Work task> Write out every entry exactly as it stands.

Study material>
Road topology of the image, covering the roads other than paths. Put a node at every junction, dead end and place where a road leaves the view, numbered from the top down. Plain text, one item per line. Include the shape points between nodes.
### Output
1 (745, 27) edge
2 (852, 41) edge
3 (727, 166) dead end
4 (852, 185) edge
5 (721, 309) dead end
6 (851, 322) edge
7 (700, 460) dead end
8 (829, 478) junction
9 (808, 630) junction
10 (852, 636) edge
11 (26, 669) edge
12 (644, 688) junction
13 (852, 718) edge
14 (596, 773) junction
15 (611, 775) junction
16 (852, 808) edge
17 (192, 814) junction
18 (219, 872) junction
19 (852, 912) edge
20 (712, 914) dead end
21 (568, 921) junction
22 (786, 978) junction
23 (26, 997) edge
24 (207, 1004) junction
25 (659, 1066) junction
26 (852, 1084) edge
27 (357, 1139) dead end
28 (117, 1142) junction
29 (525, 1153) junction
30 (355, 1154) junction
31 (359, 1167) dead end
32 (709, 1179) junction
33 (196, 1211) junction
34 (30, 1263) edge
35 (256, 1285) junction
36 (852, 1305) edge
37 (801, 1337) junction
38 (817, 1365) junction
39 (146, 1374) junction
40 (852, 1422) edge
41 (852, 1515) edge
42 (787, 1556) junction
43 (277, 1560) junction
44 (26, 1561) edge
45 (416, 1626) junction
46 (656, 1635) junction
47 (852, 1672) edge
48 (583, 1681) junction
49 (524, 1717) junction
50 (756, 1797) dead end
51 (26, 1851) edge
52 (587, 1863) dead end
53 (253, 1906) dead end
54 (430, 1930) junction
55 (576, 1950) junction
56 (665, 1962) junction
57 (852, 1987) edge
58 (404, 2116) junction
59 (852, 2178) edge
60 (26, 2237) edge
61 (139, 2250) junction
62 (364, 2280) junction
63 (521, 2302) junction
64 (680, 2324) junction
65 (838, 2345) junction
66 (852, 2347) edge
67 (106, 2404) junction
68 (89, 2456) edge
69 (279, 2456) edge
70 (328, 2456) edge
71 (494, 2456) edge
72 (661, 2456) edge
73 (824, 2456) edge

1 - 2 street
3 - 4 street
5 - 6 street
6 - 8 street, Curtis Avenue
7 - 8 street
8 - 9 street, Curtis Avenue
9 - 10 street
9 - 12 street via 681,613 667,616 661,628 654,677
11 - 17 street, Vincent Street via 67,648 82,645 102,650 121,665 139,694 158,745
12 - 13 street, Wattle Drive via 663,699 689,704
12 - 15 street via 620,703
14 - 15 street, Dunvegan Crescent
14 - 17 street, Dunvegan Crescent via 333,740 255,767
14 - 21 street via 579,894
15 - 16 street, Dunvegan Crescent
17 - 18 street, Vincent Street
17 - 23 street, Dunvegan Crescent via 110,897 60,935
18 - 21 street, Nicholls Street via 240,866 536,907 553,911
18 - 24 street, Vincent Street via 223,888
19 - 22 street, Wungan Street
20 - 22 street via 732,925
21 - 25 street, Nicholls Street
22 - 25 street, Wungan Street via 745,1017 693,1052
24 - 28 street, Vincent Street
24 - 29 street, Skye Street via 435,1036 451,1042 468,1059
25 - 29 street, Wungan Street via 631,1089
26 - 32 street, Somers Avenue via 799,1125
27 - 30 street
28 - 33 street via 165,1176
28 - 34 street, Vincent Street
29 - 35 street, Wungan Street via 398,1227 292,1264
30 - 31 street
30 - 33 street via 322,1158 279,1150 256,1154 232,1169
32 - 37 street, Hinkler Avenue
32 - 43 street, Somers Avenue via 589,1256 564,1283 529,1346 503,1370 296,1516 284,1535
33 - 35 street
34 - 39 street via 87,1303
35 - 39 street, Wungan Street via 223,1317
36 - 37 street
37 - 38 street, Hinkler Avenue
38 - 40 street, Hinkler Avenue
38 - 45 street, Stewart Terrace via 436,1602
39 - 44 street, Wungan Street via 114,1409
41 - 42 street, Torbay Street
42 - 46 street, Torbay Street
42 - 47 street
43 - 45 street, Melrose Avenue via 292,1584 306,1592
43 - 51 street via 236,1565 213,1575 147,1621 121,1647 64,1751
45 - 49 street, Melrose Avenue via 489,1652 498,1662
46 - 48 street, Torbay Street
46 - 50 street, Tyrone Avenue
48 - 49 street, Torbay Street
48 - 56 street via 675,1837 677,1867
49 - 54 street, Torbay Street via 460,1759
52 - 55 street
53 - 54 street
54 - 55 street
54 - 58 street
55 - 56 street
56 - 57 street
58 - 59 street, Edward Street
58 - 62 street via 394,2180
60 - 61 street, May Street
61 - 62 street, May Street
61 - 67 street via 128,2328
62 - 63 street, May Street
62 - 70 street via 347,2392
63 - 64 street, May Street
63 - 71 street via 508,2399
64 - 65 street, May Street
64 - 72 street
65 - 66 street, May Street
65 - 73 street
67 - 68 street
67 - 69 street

Solution for this problem>
Road topology of the image, covering the roads other than paths. Put a node at every junction, dead end and place where a road leaves the view, numbered from the top down. Plain text, one item per line. Include the shape points between nodes.
### Output
1 (745, 27) edge
2 (852, 41) edge
3 (727, 166) dead end
4 (852, 185) edge
5 (721, 309) dead end
6 (851, 322) edge
7 (700, 460) dead end
8 (829, 478) junction
9 (808, 630) junction
10 (852, 636) edge
11 (26, 669) edge
12 (644, 688) junction
13 (852, 718) edge
14 (596, 773) junction
15 (611, 775) junction
16 (852, 808) edge
17 (192, 814) junction
18 (219, 872) junction
19 (852, 912) edge
20 (712, 914) dead end
21 (568, 921) junction
22 (786, 978) junction
23 (26, 997) edge
24 (207, 1004) junction
25 (659, 1066) junction
26 (852, 1084) edge
27 (357, 1139) dead end
28 (117, 1142) junction
29 (525, 1153) junction
30 (355, 1154) junction
31 (359, 1167) dead end
32 (709, 1179) junction
33 (196, 1211) junction
34 (30, 1263) edge
35 (256, 1285) junction
36 (852, 1305) edge
37 (801, 1337) junction
38 (817, 1365) junction
39 (146, 1374) junction
40 (852, 1422) edge
41 (852, 1515) edge
42 (787, 1556) junction
43 (277, 1560) junction
44 (26, 1561) edge
45 (416, 1626) junction
46 (656, 1635) junction
47 (852, 1672) edge
48 (583, 1681) junction
49 (524, 1717) junction
50 (756, 1797) dead end
51 (26, 1851) edge
52 (587, 1863) dead end
53 (253, 1906) dead end
54 (430, 1930) junction
55 (576, 1950) junction
56 (665, 1962) junction
57 (852, 1987) edge
58 (404, 2116) junction
59 (852, 2178) edge
60 (26, 2237) edge
61 (139, 2250) junction
62 (364, 2280) junction
63 (521, 2302) junction
64 (680, 2324) junction
65 (838, 2345) junction
66 (852, 2347) edge
67 (106, 2404) junction
68 (89, 2456) edge
69 (279, 2456) edge
70 (328, 2456) edge
71 (494, 2456) edge
72 (661, 2456) edge
73 (824, 2456) edge

1 - 2 street
3 - 4 street
5 - 6 street
6 - 8 street, Curtis Avenue
7 - 8 street
8 - 9 street, Curtis Avenue
9 - 10 street
9 - 12 street via 681,613 667,616 661,628 654,677
11 - 17 street, Vincent Street via 67,648 82,645 102,650 121,665 139,694 158,745
12 - 13 street, Wattle Drive via 663,699 689,704
12 - 15 street via 620,703
14 - 15 street, Dunvegan Crescent
14 - 17 street, Dunvegan Crescent via 333,740 255,767
14 - 21 street via 579,894
15 - 16 street, Dunvegan Crescent
17 - 18 street, Vincent Street
17 - 23 street, Dunvegan Crescent via 110,897 60,935
18 - 21 street, Nicholls Street via 240,866 536,907 553,911
18 - 24 street, Vincent Street via 223,888
19 - 22 street, Wungan Street
20 - 22 street via 732,925
21 - 25 street, Nicholls Street
22 - 25 street, Wungan Street via 745,1017 693,1052
24 - 28 street, Vincent Street
24 - 29 street, Skye Street via 435,1036 451,1042 468,1059
25 - 29 street, Wungan Street via 631,1089
26 - 32 street, Somers Avenue via 799,1125
27 - 30 street
28 - 33 street via 165,1176
28 - 34 street, Vincent Street
29 - 35 street, Wungan Street via 398,1227 292,1264
30 - 31 street
30 - 33 street via 322,1158 279,1150 256,1154 232,1169
32 - 37 street, Hinkler Avenue
32 - 43 street, Somers Avenue via 589,1256 564,1283 529,1346 503,1370 296,1516 284,1535
33 - 35 street
34 - 39 street via 87,1303
35 - 39 street, Wungan Street via 223,1317
36 - 37 street
37 - 38 street, Hinkler Avenue
38 - 40 street, Hinkler Avenue
38 - 45 street, Stewart Terrace via 436,1602
39 - 44 street, Wungan Street via 114,1409
41 - 42 street, Torbay Street
42 - 46 street, Torbay Street
42 - 47 street
43 - 45 street, Melrose Avenue via 292,1584 306,1592
43 - 51 street via 236,1565 213,1575 147,1621 121,1647 64,1751
45 - 49 street, Melrose Avenue via 489,1652 498,1662
46 - 48 street, Torbay Street
46 - 50 street, Tyrone Avenue
48 - 49 street, Torbay Street
48 - 56 street via 675,1837 677,1867
49 - 54 street, Torbay Street via 460,1759
52 - 55 street
53 - 54 street
54 - 55 street
54 - 58 street
55 - 56 street
56 - 57 street
58 - 59 street, Edward Street
58 - 62 street via 394,2180
60 - 61 street, May Street
61 - 62 street, May Street
61 - 67 street via 128,2328
62 - 63 street, May Street
62 - 70 street via 347,2392
63 - 64 street, May Street
63 - 71 street via 508,2399
64 - 65 street, May Street
64 - 72 street
65 - 66 street, May Street
65 - 73 street
67 - 68 street
67 - 69 street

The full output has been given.